Voltaic Strategic Resources has acquired a 4.2% shareholding in Geopacific Resources, gaining strategic exposure to the Woodlark Gold Project in Papua New Guinea, a well-capitalised development with a 12-year mine life and significant exploration upside.
- Voltaic invests $2.65 million for 4.2% stake in Geopacific Resources
- Woodlark Gold Project holds 1.67 million ounces of gold resources
- Project backed by Deutsche Balaton/Delphi Group and Patronus Resources
- Geopacific raised $40 million to advance Woodlark development
- Woodlark project features a pre-tax NPV of A$625 million and 12-year mine life
Voltaic's Strategic Pivot
Voltaic Strategic Resources Limited (ASX: VSR) has taken a decisive step to diversify its portfolio by acquiring a 4.2% equity stake in Geopacific Resources Limited (ASX: GPR). The $2.65 million investment, made through a shortfall entitlement offer, positions Voltaic as a strategic partner in the Woodlark Gold Project, a mature and well-capitalised gold development located in Papua New Guinea.
This move marks a shift for Voltaic from early-stage exploration towards exposure to a near-term production asset with proven economic feasibility. Chairman Daniel Raihani highlighted the project's low enterprise value and substantial upside potential as key attractions, especially alongside heavyweight investors Deutsche Balaton/Delphi Group and Patronus Resources.
Woodlark Gold Project: A De-risked Opportunity
The Woodlark Gold Project boasts a significant mineral resource of approximately 1.67 million ounces of gold, predominantly in the Measured and Indicated categories. Located on Woodlark Island in Papua New Guinea's Milne Bay Province, the project benefits from decades of regional mining activity, existing infrastructure, and a skilled local workforce.

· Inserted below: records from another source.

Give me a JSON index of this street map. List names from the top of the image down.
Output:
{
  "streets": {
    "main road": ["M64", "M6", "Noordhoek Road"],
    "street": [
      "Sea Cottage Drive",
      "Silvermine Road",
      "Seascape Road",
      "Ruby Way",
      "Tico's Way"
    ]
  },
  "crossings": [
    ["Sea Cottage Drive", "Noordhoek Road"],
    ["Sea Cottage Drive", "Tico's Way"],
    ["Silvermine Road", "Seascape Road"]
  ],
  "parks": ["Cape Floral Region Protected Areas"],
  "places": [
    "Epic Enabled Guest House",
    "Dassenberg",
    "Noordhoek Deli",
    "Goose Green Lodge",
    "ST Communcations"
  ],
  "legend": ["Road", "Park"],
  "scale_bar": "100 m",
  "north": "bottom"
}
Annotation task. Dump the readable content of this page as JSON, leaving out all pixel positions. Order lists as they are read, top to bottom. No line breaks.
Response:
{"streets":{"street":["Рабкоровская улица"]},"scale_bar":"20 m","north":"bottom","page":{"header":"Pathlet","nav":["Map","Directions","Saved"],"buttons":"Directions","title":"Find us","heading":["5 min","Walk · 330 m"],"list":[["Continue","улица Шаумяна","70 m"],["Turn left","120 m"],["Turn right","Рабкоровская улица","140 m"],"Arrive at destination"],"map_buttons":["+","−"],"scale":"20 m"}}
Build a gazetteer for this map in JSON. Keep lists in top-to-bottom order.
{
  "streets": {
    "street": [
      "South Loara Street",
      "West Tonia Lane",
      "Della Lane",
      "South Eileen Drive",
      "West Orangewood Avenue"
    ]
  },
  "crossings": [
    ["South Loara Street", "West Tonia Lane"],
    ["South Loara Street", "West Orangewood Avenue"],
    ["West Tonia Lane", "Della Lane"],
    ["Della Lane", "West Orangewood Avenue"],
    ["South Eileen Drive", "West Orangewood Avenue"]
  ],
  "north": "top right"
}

Geopacific's recent scoping study underscores the project's robust economics, with a pre-tax net present value (NPV) of A$625 million and an internal rate of return (IRR) of 40.5%. The planned 12-year open-pit operation features low strip ratios and capital costs estimated at A$326 million, targeting production of 1.14 million ounces of gold at all-in sustaining costs of A$1,534 per ounce.
Capital Raising and Growth Prospects
Geopacific successfully raised $40 million through its entitlement offer, including shortfall subscriptions, to fund exploration, project development, engineering, community relocation, and working capital. Voltaic's participation in this raise not only secures its stake but also aligns it with major shareholders who bring operational expertise and financial backing.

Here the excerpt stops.